Réagissant aux récentes déclarations du Premier ministre sur la politique pénale, le magistrat rappelle que si celle-ci est définie par le gouvernement, son application relève exclusivement des magistrats. « Aucun autre pouvoir n’a le droit d’interférer », martèle-t-il, soutenant ainsi la position du ministre de la Justice Ousmane Diagne.
Interpellé sur les attentes de célérité exprimées par certains Sénégalais, notamment après la dissolution de la CREI et la création du Pool judiciaire financier (PJF), le président de l’UMS appelle à la patience. « Les infractions traitées par le PJF sont d’une grande complexité. Il faut du temps pour mener des enquêtes sérieuses et rendre une justice équitable », explique-t-il.

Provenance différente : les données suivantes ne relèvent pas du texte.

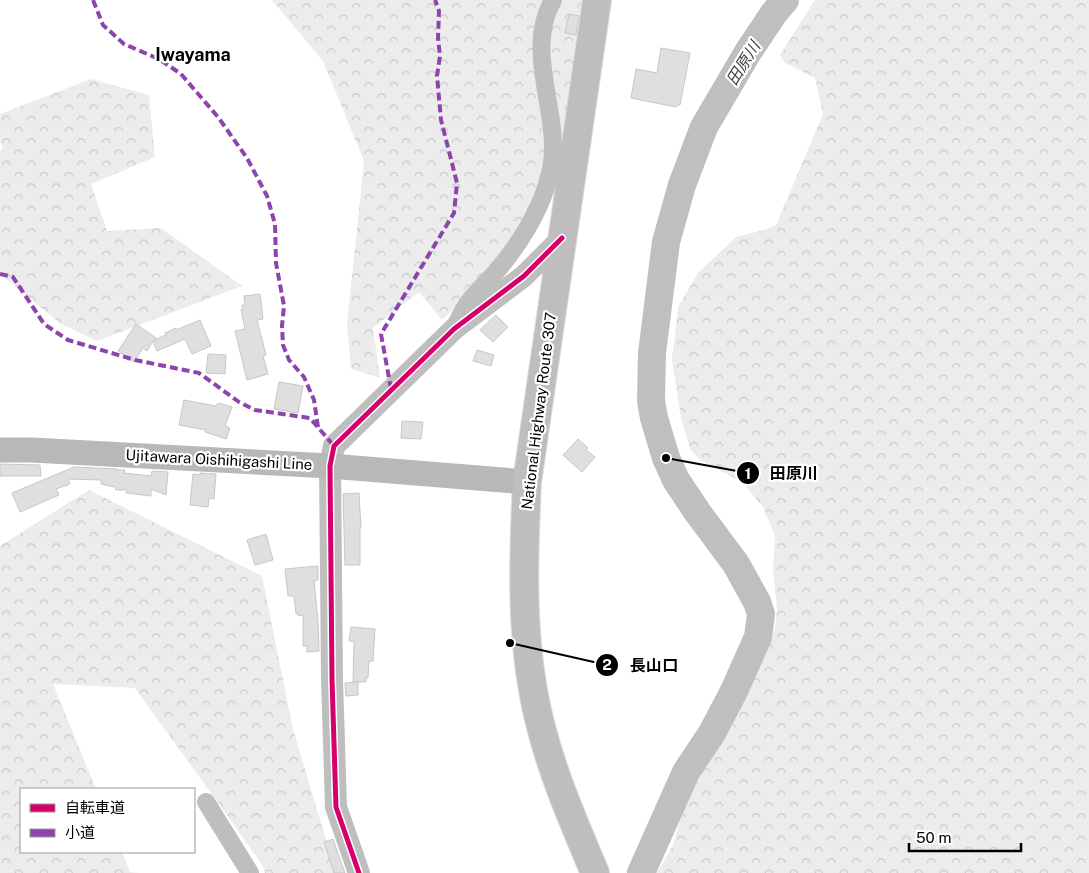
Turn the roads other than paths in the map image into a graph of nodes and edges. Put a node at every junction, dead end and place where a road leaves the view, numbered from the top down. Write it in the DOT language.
graph roads {
  1 [pos="553,0"];
  2 [pos="597,0"];
  3 [pos="562,238"];
  4 [pos="454,329"];
  5 [pos="0,450"];
  6 [pos="330,466"];
  7 [pos="527,482"];
  8 [pos="206,802"];
  9 [pos="250,873"];
  10 [pos="359,873"];
  11 [pos="595,873"];
  1 -- 4 [label="street"];
  2 -- 3 [label="highway, National Highway Route 307"];
  3 -- 4 [label="street"];
  3 -- 7 [label="highway, National Highway Route 307"];
  4 -- 6 [label="street"];
  5 -- 6 [label="main road, Ujitawara Oishihigashi Line"];
  6 -- 7 [label="main road, Ujitawara Oishihigashi Line"];
  6 -- 10 [label="street"];
  7 -- 11 [label="highway, National Highway Route 307"];
  8 -- 9 [label="street"];
}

Concernant les accusations d’instrumentalisation de la justice par le pouvoir, Ousmane Chimère Diouf est catégorique : « Nous ne recevons d’ordres ni du président de la République, ni du ministre de la Justice ». Il déplore à ce titre certaines prises de position politiques laissant entendre le contraire.
Sur la présence du chef de l’État au Conseil supérieur de la magistrature, l’UMS ne s’oppose pas. « Contrairement à ce qui a été dit, nous n’avons jamais demandé au président de siéger. Mais sa participation ne remet pas en cause l’indépendance de la justice », affirme-t-il.
Enfin, l’UMS condamne les attaques visant la Cour des comptes après la publication de son rapport. Pour son président, « être cité dans un rapport ne signifie pas culpabilité. Il faut respecter la présomption d’innocence ».
Avec cette sortie publique, les magistrats entendent remettre les pendules à l’heure et réaffirmer leur attachement à une justice indépendante, sereine et imperméable à toute pression.